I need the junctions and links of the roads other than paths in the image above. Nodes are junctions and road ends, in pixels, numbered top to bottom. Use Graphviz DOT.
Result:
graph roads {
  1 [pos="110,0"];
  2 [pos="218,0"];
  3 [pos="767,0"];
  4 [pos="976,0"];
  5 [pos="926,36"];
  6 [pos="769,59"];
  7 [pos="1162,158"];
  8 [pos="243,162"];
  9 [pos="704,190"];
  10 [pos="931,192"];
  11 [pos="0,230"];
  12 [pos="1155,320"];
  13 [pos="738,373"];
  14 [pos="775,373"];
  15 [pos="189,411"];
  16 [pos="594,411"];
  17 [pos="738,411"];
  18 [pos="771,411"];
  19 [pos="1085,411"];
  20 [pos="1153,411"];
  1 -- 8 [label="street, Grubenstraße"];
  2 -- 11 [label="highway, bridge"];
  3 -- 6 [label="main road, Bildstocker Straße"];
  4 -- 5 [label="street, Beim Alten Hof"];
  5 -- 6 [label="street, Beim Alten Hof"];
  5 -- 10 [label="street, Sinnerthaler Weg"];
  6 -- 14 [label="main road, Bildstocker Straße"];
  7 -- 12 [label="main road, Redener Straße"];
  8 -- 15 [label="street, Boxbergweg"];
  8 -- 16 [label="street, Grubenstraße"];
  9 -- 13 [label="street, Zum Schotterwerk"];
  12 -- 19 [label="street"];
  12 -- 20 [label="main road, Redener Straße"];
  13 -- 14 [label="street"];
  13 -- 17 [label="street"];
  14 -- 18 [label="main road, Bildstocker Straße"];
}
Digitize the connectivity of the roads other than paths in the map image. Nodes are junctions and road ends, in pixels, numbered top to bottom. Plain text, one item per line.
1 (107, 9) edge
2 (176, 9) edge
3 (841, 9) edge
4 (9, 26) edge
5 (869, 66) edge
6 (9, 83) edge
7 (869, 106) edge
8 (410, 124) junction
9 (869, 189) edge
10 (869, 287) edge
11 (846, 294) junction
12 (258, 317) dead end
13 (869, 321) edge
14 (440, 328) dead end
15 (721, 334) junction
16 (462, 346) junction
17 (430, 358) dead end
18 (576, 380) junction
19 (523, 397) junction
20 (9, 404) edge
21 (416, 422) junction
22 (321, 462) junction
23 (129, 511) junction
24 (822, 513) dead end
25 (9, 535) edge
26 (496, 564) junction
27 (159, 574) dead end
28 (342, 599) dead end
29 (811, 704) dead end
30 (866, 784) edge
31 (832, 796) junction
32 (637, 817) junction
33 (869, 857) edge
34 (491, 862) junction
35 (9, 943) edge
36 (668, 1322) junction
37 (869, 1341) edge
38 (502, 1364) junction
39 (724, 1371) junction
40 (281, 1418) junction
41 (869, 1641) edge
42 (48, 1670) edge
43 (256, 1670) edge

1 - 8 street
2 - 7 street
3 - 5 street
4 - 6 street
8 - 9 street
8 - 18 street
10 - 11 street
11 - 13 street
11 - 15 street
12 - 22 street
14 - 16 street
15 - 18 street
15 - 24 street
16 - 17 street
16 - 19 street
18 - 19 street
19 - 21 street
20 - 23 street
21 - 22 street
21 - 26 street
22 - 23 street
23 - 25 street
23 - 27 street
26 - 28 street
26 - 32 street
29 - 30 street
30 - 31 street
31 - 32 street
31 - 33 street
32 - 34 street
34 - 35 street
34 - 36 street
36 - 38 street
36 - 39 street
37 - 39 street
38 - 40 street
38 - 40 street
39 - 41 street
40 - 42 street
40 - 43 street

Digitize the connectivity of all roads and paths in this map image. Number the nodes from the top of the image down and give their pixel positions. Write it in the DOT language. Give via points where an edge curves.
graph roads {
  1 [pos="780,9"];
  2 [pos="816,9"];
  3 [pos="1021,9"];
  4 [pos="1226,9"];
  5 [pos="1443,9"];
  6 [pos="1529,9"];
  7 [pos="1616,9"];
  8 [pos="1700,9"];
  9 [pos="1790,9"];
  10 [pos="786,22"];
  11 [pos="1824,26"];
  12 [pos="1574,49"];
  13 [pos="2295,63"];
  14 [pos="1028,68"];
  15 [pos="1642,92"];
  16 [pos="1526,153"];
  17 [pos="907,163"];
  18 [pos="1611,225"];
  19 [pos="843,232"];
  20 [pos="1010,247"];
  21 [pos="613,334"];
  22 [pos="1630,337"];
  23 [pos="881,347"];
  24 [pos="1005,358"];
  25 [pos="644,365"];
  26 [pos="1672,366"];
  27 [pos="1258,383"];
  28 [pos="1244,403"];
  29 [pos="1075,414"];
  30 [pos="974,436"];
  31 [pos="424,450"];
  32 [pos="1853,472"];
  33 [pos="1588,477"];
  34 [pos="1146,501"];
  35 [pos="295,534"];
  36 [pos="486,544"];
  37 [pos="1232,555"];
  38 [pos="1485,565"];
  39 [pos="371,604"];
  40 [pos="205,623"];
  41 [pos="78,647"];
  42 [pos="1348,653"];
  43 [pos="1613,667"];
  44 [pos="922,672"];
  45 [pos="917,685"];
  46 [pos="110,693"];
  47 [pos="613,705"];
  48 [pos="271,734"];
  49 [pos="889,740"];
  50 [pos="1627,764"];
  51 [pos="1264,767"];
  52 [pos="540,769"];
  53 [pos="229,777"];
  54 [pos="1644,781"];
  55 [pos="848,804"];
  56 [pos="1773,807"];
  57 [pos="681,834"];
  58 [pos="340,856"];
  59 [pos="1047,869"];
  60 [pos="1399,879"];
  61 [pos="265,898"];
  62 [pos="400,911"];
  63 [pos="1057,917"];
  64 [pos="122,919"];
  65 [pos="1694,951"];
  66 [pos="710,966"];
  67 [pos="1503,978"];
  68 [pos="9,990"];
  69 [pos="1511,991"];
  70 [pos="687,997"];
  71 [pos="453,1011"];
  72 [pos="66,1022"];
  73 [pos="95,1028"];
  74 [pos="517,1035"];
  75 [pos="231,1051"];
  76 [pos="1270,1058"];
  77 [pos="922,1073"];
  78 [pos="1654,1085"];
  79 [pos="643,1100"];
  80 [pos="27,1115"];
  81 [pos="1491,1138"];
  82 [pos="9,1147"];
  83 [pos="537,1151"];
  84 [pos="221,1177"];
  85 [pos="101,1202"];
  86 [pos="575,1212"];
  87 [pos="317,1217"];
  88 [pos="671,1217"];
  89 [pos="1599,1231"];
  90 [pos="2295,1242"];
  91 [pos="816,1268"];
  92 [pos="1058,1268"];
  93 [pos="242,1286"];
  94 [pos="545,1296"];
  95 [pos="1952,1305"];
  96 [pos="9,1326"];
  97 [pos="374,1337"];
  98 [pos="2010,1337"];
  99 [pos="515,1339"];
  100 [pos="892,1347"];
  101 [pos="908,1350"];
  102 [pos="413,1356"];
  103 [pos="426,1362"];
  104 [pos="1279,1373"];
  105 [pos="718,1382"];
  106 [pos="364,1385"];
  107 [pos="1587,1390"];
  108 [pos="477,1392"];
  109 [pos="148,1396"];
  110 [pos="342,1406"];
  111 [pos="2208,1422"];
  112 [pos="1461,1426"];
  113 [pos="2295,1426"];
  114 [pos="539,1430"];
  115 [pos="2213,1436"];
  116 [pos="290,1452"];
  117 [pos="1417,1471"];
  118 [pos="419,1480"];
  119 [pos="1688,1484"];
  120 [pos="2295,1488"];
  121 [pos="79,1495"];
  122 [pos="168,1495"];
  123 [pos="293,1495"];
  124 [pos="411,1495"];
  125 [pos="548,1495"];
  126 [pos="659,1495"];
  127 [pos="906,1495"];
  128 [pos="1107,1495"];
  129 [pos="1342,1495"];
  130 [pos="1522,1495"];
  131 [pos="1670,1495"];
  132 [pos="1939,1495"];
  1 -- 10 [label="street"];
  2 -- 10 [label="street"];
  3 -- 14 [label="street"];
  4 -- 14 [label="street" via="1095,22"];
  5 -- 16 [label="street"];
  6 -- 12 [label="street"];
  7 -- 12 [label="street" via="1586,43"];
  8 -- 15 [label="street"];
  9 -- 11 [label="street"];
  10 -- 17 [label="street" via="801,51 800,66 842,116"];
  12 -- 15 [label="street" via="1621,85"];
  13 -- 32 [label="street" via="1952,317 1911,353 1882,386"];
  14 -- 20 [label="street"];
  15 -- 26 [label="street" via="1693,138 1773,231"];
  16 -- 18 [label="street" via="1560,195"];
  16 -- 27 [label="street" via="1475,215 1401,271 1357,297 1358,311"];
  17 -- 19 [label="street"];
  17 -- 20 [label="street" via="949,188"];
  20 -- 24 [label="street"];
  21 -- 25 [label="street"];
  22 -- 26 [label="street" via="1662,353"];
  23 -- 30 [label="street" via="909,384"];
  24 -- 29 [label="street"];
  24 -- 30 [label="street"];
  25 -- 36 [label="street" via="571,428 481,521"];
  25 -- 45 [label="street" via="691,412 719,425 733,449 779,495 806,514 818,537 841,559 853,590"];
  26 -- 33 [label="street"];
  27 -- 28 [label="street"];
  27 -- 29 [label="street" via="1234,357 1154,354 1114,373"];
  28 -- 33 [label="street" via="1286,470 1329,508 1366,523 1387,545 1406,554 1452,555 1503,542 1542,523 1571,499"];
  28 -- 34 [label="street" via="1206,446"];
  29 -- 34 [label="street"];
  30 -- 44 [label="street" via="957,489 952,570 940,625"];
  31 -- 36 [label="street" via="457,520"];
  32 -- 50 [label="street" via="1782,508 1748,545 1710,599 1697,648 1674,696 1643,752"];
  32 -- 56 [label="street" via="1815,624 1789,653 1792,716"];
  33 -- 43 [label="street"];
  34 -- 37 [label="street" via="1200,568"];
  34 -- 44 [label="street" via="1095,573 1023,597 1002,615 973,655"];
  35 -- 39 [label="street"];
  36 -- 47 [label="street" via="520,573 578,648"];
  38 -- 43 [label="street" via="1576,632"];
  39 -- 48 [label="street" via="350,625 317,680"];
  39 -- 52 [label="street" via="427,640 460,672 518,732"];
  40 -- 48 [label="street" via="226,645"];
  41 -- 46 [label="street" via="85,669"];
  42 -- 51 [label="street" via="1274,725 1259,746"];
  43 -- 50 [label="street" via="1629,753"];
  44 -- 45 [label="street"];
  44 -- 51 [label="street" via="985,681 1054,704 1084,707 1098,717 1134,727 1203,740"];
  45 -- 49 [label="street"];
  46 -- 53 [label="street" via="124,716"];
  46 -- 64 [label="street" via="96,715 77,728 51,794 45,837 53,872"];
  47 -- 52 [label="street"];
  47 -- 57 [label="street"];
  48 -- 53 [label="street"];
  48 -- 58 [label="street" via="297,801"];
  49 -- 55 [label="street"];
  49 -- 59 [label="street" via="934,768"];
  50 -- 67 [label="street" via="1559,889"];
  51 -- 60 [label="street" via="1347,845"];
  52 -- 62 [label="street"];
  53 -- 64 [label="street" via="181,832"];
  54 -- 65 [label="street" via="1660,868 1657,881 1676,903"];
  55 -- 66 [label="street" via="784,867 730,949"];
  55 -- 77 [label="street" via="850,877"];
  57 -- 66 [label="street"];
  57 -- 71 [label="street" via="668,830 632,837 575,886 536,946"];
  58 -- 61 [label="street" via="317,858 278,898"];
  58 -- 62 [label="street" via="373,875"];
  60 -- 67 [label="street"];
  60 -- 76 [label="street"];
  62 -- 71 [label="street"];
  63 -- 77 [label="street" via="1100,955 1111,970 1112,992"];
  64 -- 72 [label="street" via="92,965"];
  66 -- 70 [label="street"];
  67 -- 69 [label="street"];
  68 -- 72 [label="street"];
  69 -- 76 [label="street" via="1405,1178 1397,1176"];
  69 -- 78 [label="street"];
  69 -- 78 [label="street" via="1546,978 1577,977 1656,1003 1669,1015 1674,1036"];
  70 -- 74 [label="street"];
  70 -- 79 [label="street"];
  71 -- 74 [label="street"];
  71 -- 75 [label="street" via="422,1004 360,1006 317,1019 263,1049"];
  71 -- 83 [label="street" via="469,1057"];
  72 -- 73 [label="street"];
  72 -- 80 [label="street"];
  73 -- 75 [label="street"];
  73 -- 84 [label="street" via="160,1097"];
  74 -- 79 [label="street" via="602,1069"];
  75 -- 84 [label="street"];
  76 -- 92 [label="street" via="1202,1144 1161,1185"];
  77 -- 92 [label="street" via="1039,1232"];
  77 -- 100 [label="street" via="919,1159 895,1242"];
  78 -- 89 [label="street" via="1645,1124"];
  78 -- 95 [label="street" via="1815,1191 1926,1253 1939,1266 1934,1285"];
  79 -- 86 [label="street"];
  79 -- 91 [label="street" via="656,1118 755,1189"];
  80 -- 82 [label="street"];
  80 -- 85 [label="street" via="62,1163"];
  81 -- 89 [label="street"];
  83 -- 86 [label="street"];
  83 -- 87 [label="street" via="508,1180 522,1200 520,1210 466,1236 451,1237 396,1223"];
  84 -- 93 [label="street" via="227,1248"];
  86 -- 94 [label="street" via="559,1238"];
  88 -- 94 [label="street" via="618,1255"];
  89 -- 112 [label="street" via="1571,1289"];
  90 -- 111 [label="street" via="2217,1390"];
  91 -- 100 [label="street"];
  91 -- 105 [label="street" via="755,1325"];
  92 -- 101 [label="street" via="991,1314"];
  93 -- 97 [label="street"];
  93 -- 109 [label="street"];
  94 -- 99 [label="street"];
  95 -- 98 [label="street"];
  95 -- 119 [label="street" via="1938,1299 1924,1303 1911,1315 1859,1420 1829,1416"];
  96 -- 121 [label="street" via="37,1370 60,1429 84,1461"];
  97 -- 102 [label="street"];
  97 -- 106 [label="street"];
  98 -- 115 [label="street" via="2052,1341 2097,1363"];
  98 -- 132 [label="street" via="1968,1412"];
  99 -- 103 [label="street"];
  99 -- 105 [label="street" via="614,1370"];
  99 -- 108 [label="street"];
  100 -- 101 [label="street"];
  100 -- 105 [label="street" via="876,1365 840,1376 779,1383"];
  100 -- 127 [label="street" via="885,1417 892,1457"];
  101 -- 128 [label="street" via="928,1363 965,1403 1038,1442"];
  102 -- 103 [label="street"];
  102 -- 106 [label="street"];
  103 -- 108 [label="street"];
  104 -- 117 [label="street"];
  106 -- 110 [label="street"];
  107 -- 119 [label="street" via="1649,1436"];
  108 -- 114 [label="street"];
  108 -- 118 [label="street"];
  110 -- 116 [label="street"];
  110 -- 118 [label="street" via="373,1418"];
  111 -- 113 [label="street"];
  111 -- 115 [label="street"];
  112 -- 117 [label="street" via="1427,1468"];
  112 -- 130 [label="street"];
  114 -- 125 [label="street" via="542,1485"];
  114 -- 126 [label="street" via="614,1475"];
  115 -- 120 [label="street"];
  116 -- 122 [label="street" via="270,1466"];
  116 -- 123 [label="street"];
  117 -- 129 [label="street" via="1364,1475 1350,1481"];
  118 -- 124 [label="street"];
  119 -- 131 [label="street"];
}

────────────────

Aim of the task: Read the material above and copy out each line holding "other".

Output of the task:
I need the junctions and links of the roads other than paths in the image above. Nodes are junctions and road ends, in pixels, numbered top to bottom. Use Graphviz DOT.
Digitize the connectivity of the roads other than paths in the map image. Nodes are junctions and road ends, in pixels, numbered top to bottom. Plain text, one item per line.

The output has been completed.